De-Clip leaded, simple 400W. Xmtr (put into an enclosure!). Pics & Schematic

[steve_qix]

Well, after um-teen months of using the ClipLead 400 (r)    transmitter unshielded with the tank sitting on the bench, I finally got 'round to packaging it up (at least a bit).

The simple RF amplifier is complete, including the RF drivers, and fits very nicely into a 7 inch high 14 inch deep, 19 inch wide rack-mount enclosure.  Shown with the cover off, so reveal the components within.  A cane metel top is normally used.

The unit operates nominally at 45 volts, 10 amperes (450 watts input), and puts out 400 watts (carrier).  Max modulation percentage is 200% positive.

Coupled with a pulse width modulator, occupying another 7 inch rack enclosure, the entire 400 watt (output) station will fit nicely into a small table rack, and is light enough to be EASILY moved.

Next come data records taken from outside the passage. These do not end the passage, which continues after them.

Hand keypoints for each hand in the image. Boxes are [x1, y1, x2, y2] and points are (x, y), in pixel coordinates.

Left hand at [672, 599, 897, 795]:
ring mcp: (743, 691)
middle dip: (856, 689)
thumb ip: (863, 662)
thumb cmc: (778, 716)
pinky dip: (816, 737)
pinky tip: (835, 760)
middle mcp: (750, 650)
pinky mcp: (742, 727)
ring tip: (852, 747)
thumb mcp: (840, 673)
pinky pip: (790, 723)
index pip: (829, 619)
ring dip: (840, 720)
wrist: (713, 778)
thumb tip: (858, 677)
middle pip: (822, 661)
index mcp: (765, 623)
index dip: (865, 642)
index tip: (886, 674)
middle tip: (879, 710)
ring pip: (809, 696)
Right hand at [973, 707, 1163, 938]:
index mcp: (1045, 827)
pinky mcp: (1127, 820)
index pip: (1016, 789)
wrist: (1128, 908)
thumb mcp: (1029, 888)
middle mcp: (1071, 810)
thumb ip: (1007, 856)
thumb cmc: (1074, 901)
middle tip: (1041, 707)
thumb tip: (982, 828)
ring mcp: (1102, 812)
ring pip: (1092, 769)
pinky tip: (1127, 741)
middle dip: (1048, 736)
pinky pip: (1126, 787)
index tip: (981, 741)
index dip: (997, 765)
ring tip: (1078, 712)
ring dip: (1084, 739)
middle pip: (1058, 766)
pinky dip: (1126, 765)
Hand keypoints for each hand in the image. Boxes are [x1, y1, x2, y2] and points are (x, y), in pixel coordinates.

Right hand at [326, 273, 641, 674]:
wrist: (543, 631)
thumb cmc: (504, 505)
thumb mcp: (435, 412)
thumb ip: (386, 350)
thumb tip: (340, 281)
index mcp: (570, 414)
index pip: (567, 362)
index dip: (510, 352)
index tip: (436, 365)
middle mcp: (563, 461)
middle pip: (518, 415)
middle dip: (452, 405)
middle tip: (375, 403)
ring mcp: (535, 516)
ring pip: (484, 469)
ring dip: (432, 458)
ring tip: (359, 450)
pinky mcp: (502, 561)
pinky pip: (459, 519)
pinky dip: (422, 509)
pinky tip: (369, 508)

This RF amplifier and the accompanying pulse modulator will become the recommend-to-build class E setup.  The design is virtually foolproof, and has been successfully reproduced many times.  The only tuned circuit is the output network - drive is broadband, digital drive accomplished using inexpensive ($3.00 typ) IXDD414 drivers.  The VFO described on the class E web site is connected directly to the RF amplifier.  No other drivers, etc. are needed.

Here is the RF amplifier with the cover off.


Here is the schematic:  (click http://www.classeradio.com/class_e_8_fet.pdf here for a PDF schematic)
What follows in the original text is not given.